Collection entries
********************
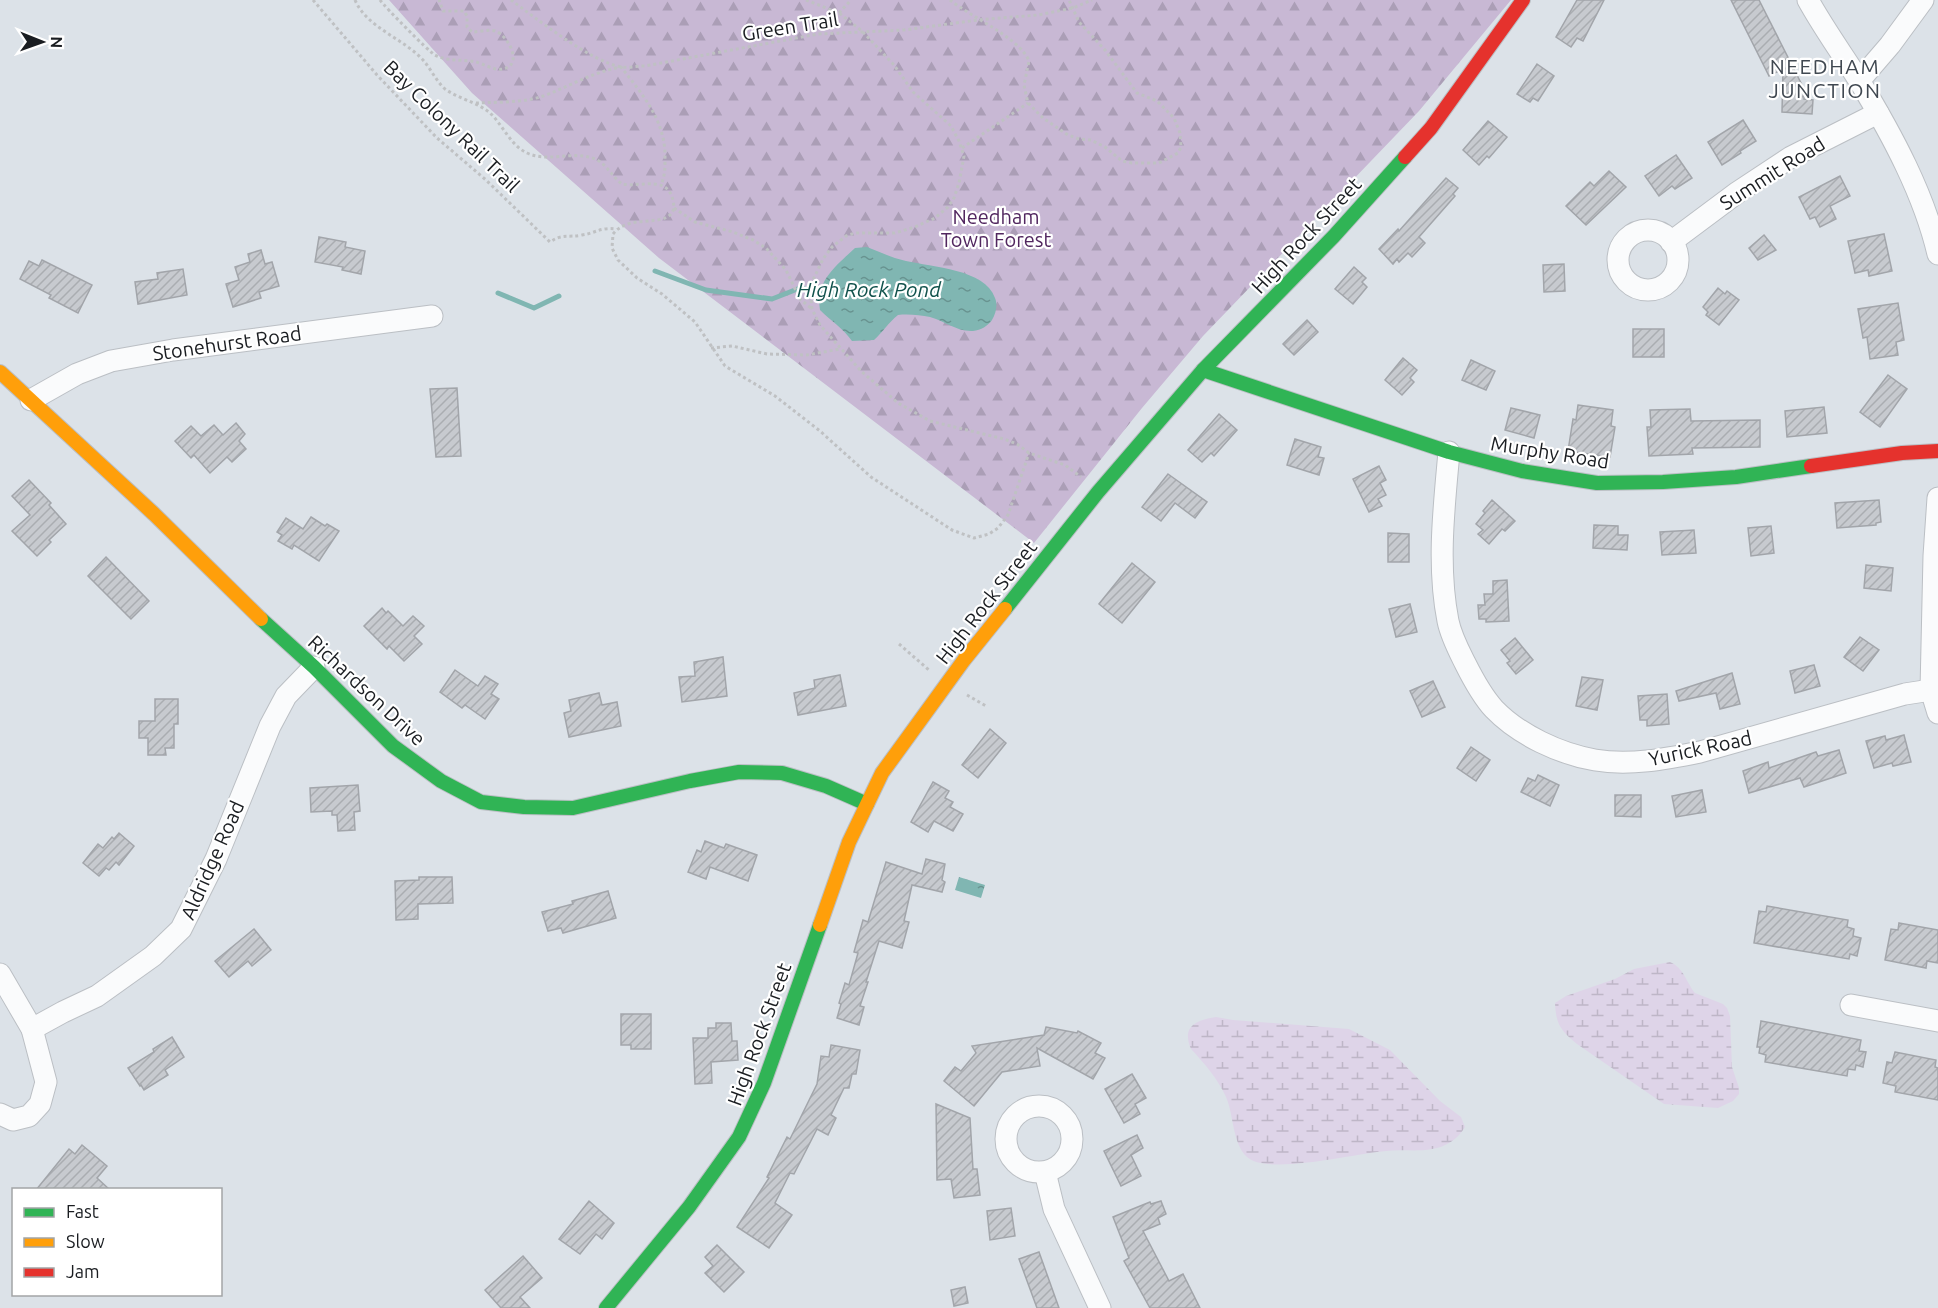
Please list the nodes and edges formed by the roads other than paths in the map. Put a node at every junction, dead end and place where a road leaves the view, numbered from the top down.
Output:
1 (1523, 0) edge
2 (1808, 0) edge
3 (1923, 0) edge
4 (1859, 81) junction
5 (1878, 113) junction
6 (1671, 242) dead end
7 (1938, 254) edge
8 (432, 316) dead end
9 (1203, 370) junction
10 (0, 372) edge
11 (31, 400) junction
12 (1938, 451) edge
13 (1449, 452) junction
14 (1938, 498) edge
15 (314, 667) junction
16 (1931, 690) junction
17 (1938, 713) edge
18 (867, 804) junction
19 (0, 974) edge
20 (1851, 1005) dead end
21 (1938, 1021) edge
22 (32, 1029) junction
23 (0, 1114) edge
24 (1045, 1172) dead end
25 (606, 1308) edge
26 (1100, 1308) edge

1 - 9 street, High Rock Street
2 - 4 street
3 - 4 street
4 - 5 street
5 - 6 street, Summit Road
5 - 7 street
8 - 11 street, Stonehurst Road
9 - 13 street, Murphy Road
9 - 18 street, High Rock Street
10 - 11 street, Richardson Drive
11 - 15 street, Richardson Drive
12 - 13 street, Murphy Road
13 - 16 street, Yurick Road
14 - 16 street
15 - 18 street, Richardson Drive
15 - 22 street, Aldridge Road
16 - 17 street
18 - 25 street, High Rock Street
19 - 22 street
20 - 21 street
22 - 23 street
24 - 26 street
********************
WHAT IS BEING ASKED: Repeat the records above word for word, keeping no pictures in the copy.

OUTPUT BELOW:
Please list the nodes and edges formed by the roads other than paths in the map. Put a node at every junction, dead end and place where a road leaves the view, numbered from the top down.
Output:
1 (1523, 0) edge
2 (1808, 0) edge
3 (1923, 0) edge
4 (1859, 81) junction
5 (1878, 113) junction
6 (1671, 242) dead end
7 (1938, 254) edge
8 (432, 316) dead end
9 (1203, 370) junction
10 (0, 372) edge
11 (31, 400) junction
12 (1938, 451) edge
13 (1449, 452) junction
14 (1938, 498) edge
15 (314, 667) junction
16 (1931, 690) junction
17 (1938, 713) edge
18 (867, 804) junction
19 (0, 974) edge
20 (1851, 1005) dead end
21 (1938, 1021) edge
22 (32, 1029) junction
23 (0, 1114) edge
24 (1045, 1172) dead end
25 (606, 1308) edge
26 (1100, 1308) edge

1 - 9 street, High Rock Street
2 - 4 street
3 - 4 street
4 - 5 street
5 - 6 street, Summit Road
5 - 7 street
8 - 11 street, Stonehurst Road
9 - 13 street, Murphy Road
9 - 18 street, High Rock Street
10 - 11 street, Richardson Drive
11 - 15 street, Richardson Drive
12 - 13 street, Murphy Road
13 - 16 street, Yurick Road
14 - 16 street
15 - 18 street, Richardson Drive
15 - 22 street, Aldridge Road
16 - 17 street
18 - 25 street, High Rock Street
19 - 22 street
20 - 21 street
22 - 23 street
24 - 26 street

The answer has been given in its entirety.